In the listing that follows, count each line containing the string "none" and report only the count.
SOURCE INFORMATION section start
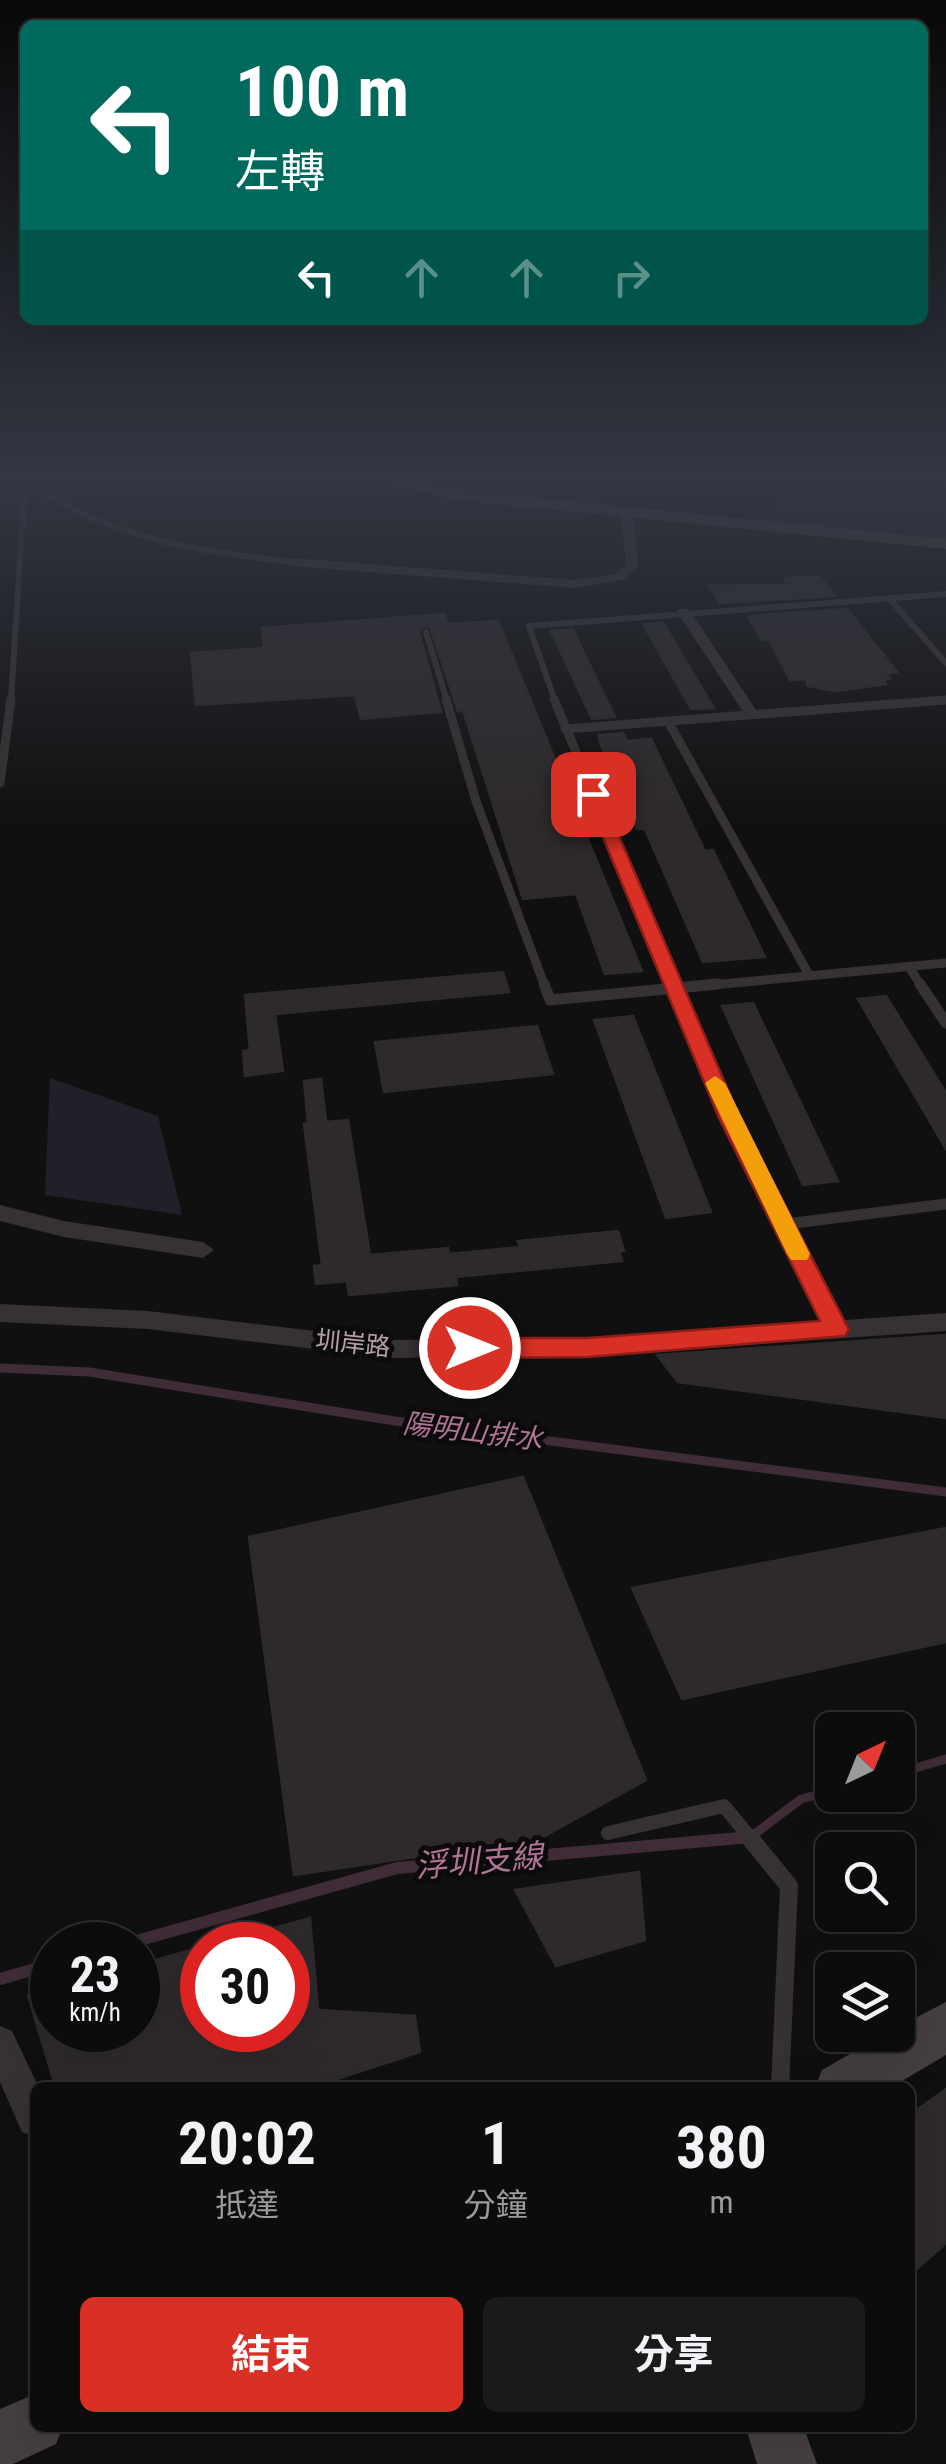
<!DOCTYPE html>
<html lang="zh-TW">
<meta charset="utf-8">
<style>
:root{--surface:#0d0c0c;--page:#1b1a1a;--text:#f1f3f6;--muted:#9a9b9d;--line:#2d2c2d;--accent:#d93025}
body{margin:0;font-family:"Roboto Condensed","Noto Sans TC",sans-serif;background:var(--page);color:var(--text);height:100vh;display:flex;flex-direction:column;font-size:38px;white-space:nowrap}
*{box-sizing:border-box;margin:0}
p{font-size:32px;color:var(--muted)}
.icon{flex:none;width:55px;height:55px;fill:none;stroke:currentColor;stroke-width:2;stroke-linecap:round;stroke-linejoin:round}
.map{position:relative;flex:1;overflow:hidden}
.side{position:absolute;left:30px;top:2082px;width:885px;height:350px;display:flex;flex-direction:column;background:var(--surface);border-radius:15px;box-shadow:0 10px 40px #0002,0 0 0 2px var(--line)}
.side>*{flex:none}
.hud{position:absolute;left:20px;top:20px;width:908px;height:305px;border-radius:15px;box-shadow:0 10px 40px #0002,0 0 0 2px var(--line);background:#00695c;color:#fff;overflow:hidden}
.needle{width:65px;rotate:43deg}
.buttons{position:absolute;left:815px;top:1712px;display:grid;gap:20px}
.buttons a{display:grid;place-items:center;width:100px;height:100px;border-radius:15px;background:var(--surface);box-shadow:0 10px 40px #0002,0 0 0 2px var(--line);font-size:50px}
.speed{position:absolute;left:30px;top:1922px;display:flex;gap:20px;font-size:50px;font-weight:700;text-align:center}
.speed>*{display:grid;place-content:center;width:130px;height:130px;border-radius:50%;background:var(--surface);box-shadow:0 10px 40px #0002,0 0 0 2px var(--line);line-height:1}
.speed small{font-size:25px;font-weight:400}
.speed .limit{border:15px solid #d22;background:#fff;color:#111}
.pin{position:absolute;display:grid;place-items:center;width:85px;height:85px;color:#fff;margin:-42px;border-radius:20px;box-shadow:0 5px 15px #0006}
.me{position:absolute;width:110px;margin:-55px;rotate:90deg;stroke-linejoin:round;filter:drop-shadow(0 0 8px #0008)}
.turn{display:flex;align-items:center;gap:35px;height:210px;padding:0 50px;font-size:45px}
.turn .icon{width:130px;height:130px;stroke-width:2.5}
.turn b{display:block;font-size:70px;line-height:85px}
.lanes{display:flex;align-items:center;height:95px;padding:0 50px;background:#0003;justify-content:center;gap:50px;direction:ltr}
.lanes .off{opacity:.35}
.eta{display:flex;justify-content:space-evenly;align-items:center;height:170px;text-align:center}
.eta b{font-size:60px;font-weight:700;line-height:70px}
.primary-button{display:flex;gap:20px;margin-top:auto;padding:20px 50px}
.primary-button a{flex:1;height:115px;border-radius:15px;background:var(--accent);color:#fff;font-size:40px;font-weight:700;line-height:115px;text-align:center}
.primary-button a+a{background:var(--page);color:var(--text)}
.map>svg:first-child{display:block}
.green{fill:#212029}
.lines{fill:none;stroke-linecap:round;stroke-linejoin:round}
.stream-far1{stroke:#3f2c37;stroke-width:9}
.stream{stroke:#3f2c37;stroke-width:12}
.building{fill:#2e2a2b;stroke:#2d2a2a;stroke-width:2.5}
.lane-far4{stroke:#363132;stroke-width:6}
.lane-far3{stroke:#363132;stroke-width:9}
.lane-far2{stroke:#363132;stroke-width:11}
.lane-far1{stroke:#363132;stroke-width:14}
.lane{stroke:#363132;stroke-width:18}
.street{fill:#363132;fill-rule:evenodd}
.secondary{fill:#463f41;fill-rule:evenodd}
.route{fill:#d93025;stroke:#8d1f18;stroke-width:2.5}
.slow{fill:#f59e0b}
.labels{text-anchor:middle;stroke-width:10;stroke-linejoin:round;paint-order:stroke}
.street-label{font-size:25px;fill:#b3a0a7;stroke:#0c0b0b}
.water-label{font-size:28px;font-style:italic;fill:#b07596;stroke:#0c0b0b}
.near-water-label{font-size:32px;font-style:italic;fill:#b07596;stroke:#0c0b0b}
</style>
<div class="map">
<svg width="946" height="2464" viewBox="0 0 946 2464">
<rect width="100%" height="100%" fill="#111010"/>
<path class="green" d="M 819,480 L 946,480 L 946,543 L 770,523 L 780,504 Z
M 50,1078 L 158,1116 L 182,1215 L 45,1195 Z"/>
<g class="lines">
<path class="stream-far1" d="M 0,1368 L 89,1372 L 395,1421 L 946,1492
M 898,1773 L 946,1759
M 748,1839 L 801,1799 L 832,1791"/>
<path class="stream" d="M 122,1945 L 397,1868 L 751,1837
M 0,1979 L 52,1964"/>
</g>
<path class="building" d="M 820,577 L 836,596 L 720,603 L 709,586 L 787,585 L 785,578 Z
M 847,609 L 897,672 L 886,674 L 890,679 L 884,680 L 886,684 L 836,691 L 808,686 L 806,679 L 790,680 L 769,640 L 762,640 L 748,616 Z
M 444,614 L 448,624 L 498,621 L 642,971 L 605,974 L 576,894 L 523,899 L 463,710 L 458,711 L 430,626 L 422,627 L 419,633 L 441,712 L 361,719 L 355,695 L 196,705 L 191,653 L 264,648 L 262,628 Z
M 663,623 L 714,708 L 691,709 L 643,624 Z
M 573,630 L 615,717 L 592,719 L 551,631 Z
M 623,733 L 627,741 L 651,739 L 705,851 L 713,850 L 765,957 L 703,962 L 645,829 L 637,829 L 600,743 L 599,735 Z
M 503,972 L 509,992 L 275,1014 L 283,1071 L 245,1076 L 243,1051 L 250,1050 L 245,995 Z
M 886,996 L 946,1093 L 946,1149 L 858,999 Z
M 753,1003 L 838,1181 L 803,1185 L 722,1006 Z
M 633,1016 L 711,1212 L 666,1218 L 594,1020 Z
M 537,1026 L 553,1074 L 384,1092 L 375,1042 Z
M 321,1079 L 326,1122 L 348,1120 L 370,1255 L 448,1248 L 449,1254 L 520,1247 L 518,1241 L 618,1231 L 624,1251 L 619,1252 L 622,1261 L 456,1277 L 457,1285 L 349,1295 L 347,1281 L 316,1284 L 314,1266 L 322,1265 L 304,1124 L 308,1124 L 304,1081 Z
M 946,1335 L 946,1418 L 678,1382 L 657,1355 Z
M 523,1477 L 646,1780 L 541,1838 L 294,1875 L 249,1537 Z
M 946,1528 L 946,1642 L 682,1699 L 632,1588 Z
M 639,1872 L 645,1940 L 556,1966 L 515,1890 Z
M 310,1918 L 318,2010 L 415,2016 L 420,2052 L 310,2088 L 60,2088 L 53,2079 L 28,1995 L 52,1988 L 52,2030 L 138,2030 L 138,1965 L 202,1947 L 202,2030 L 288,2030 L 288,1945 L 234,1945 L 233,1939 Z
M 946,2089 L 946,2243 L 910,2275 L 910,2115 Z"/>
<g class="lines">
<path class="lane-far4" d="M 47,480 L 49,496 C 124,541 206,552 292,562
M 0,500 L 25,499
M 889,598 L 946,663
M 426,632 L 447,701
M 11,701 L 25,480
M 555,701 L 529,626 L 946,594
M 927,701 L 946,700"/>
<path class="lane-far3" d="M 446,699 L 476,801 L 545,987
M 554,699 L 674,987
M 669,723 L 809,975
M 565,729 L 946,700
M 0,783 L 11,699
M 909,967 L 922,987
M 691,987 L 946,963"/>
<path class="lane-far2" d="M 544,984 L 550,1000 L 718,984
M 673,984 L 730,1118 L 836,1330
M 920,984 L 946,1023
M 786,1224 L 946,1204"/>
<path class="lane-far1" d="M 608,1833 L 724,1806 L 751,1839"/>
<path class="lane" d="M 749,1837 L 789,1886 L 780,2088"/>
<path class="street" d="M 627,510 L 633,513 L 638,566 L 623,580 L 575,588 L 292,566 L 286,562 L 292,558 L 575,580 L 615,574 L 626,565 L 621,513 Z
M 679,609 L 689,609 L 760,716 L 758,719 L 748,719 L 677,612 Z
M 0,1205 L 64,1221 L 203,1242 L 214,1250 L 203,1258 L 64,1237 L 0,1221 Z
M 0,1304 L 148,1311 L 390,1340 L 588,1338 L 946,1313 L 946,1331 L 588,1356 L 390,1358 L 148,1329 L 0,1322 Z
M 0,2026 L 12,2031 L 39,2088 L 35,2088 L 35,2137 L 22,2132 L 0,2082 Z"/>
<path class="secondary" d="M 374,480 L 408,480 L 456,490 L 946,539 L 946,549 L 456,500 Z
M 946,2002 L 946,2055 L 890,2088 L 815,2088 L 822,2070 L 883,2035 L 898,2035 L 898,2027 Z
M 35,2394 L 35,2428 L 62,2428 L 56,2444 L 13,2464 L 0,2464 L 0,2409 Z
M 746,2428 L 804,2428 L 817,2464 L 757,2464 Z"/>
</g>
<linearGradient id="sky" x2="0" y2="1"><stop stop-color="#090909"/><stop offset="0.58" stop-color="#323742"/><stop offset="1" stop-color="#323742" stop-opacity="0"/></linearGradient>
<rect width="946" height="825" fill="url(#sky)"/>
<path class="route" d="M 593,789 L 601,794 L 740,1118 L 849,1330 L 845,1336 L 588,1357 L 470,1358 L 461,1355 L 457,1348 L 461,1341 L 470,1338 L 588,1338 L 820,1321 L 719,1118 L 585,794 Z"/>
<path class="slow" d="M 715,1076 L 725,1083 L 810,1254 L 807,1260 L 791,1260 L 787,1254 L 705,1083 Z"/>
<g class="labels">
<g class="street-label">
<text transform="translate(353 1343) rotate(6)" y="9">圳岸路</text>
</g>
<g class="water-label">
<text transform="translate(473 1431) rotate(7)" y="10">陽明山排水</text>
</g>
<g class="near-water-label">
<text transform="translate(479 1861) rotate(-5)" y="11">浮圳支線</text>
</g>
</g>
</svg>
<div class="buttons">
<a><svg class="needle" viewBox="-14 -14 28 28"><path d="M0-13l5 13h-10z" fill="#e53935"/><path d="M0 13l5-13h-10z" fill="#9a9b9d"/></svg></a>
<a><svg class="icon" aria-label="search" viewBox="0 0 24 24"><circle cx="10" cy="10" r="6"/><path d="M15 15l6 6"/></svg></a>
<a><svg class="icon" aria-label="layers" viewBox="0 0 24 24"><path d="M12 4l9 5-9 5-9-5zM3 14l9 5 9-5"/></svg></a>
</div>
<div class="speed"><div>23<small>km/h</small></div><div class="limit">30</div></div>
<div class="pin" style="left:593px;top:794px;background:#d93025"><svg class="icon" aria-label="arrive" viewBox="0 0 24 24"><path d="M6 21V4h12l-3 4 3 4H6"/></svg></div>
<svg class="me" style="left:470px;top:1348px" viewBox="-20 -20 40 40"><circle r="17" fill="#d93025" stroke="#fff" stroke-width="3"/><path d="M0-11L8 9 0 5-8 9z" fill="#fff"/></svg>
<div class="hud">
<div class="turn"><svg class="icon" aria-label="left" viewBox="0 0 24 24"><path d="M17 20v-9H6M10 6l-5 5 5 5"/></svg><div><b>100 m</b>左轉</div></div>
<div class="lanes"><svg class="icon" aria-label="left" viewBox="0 0 24 24"><path d="M17 20v-9H6M10 6l-5 5 5 5"/></svg><svg class="icon off" aria-label="ahead" viewBox="0 0 24 24"><path d="M12 20V5M6 11l6-6 6 6"/></svg><svg class="icon off" aria-label="ahead" viewBox="0 0 24 24"><path d="M12 20V5M6 11l6-6 6 6"/></svg><svg class="icon off" aria-label="right" viewBox="0 0 24 24"><path d="M7 20v-9h11M14 6l5 5-5 5"/></svg></div>
</div>
<section class="side">
<div class="eta">
<div><b>20:02</b><p>抵達</p></div>
<div><b>1</b><p>分鐘</p></div>
<div><b>380</b><p>m</p></div>
</div>
<div class="primary-button"><a>結束</a><a>分享</a></div>
</section>
</div>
SOURCE INFORMATION section end
*FINISHED TASK*: 3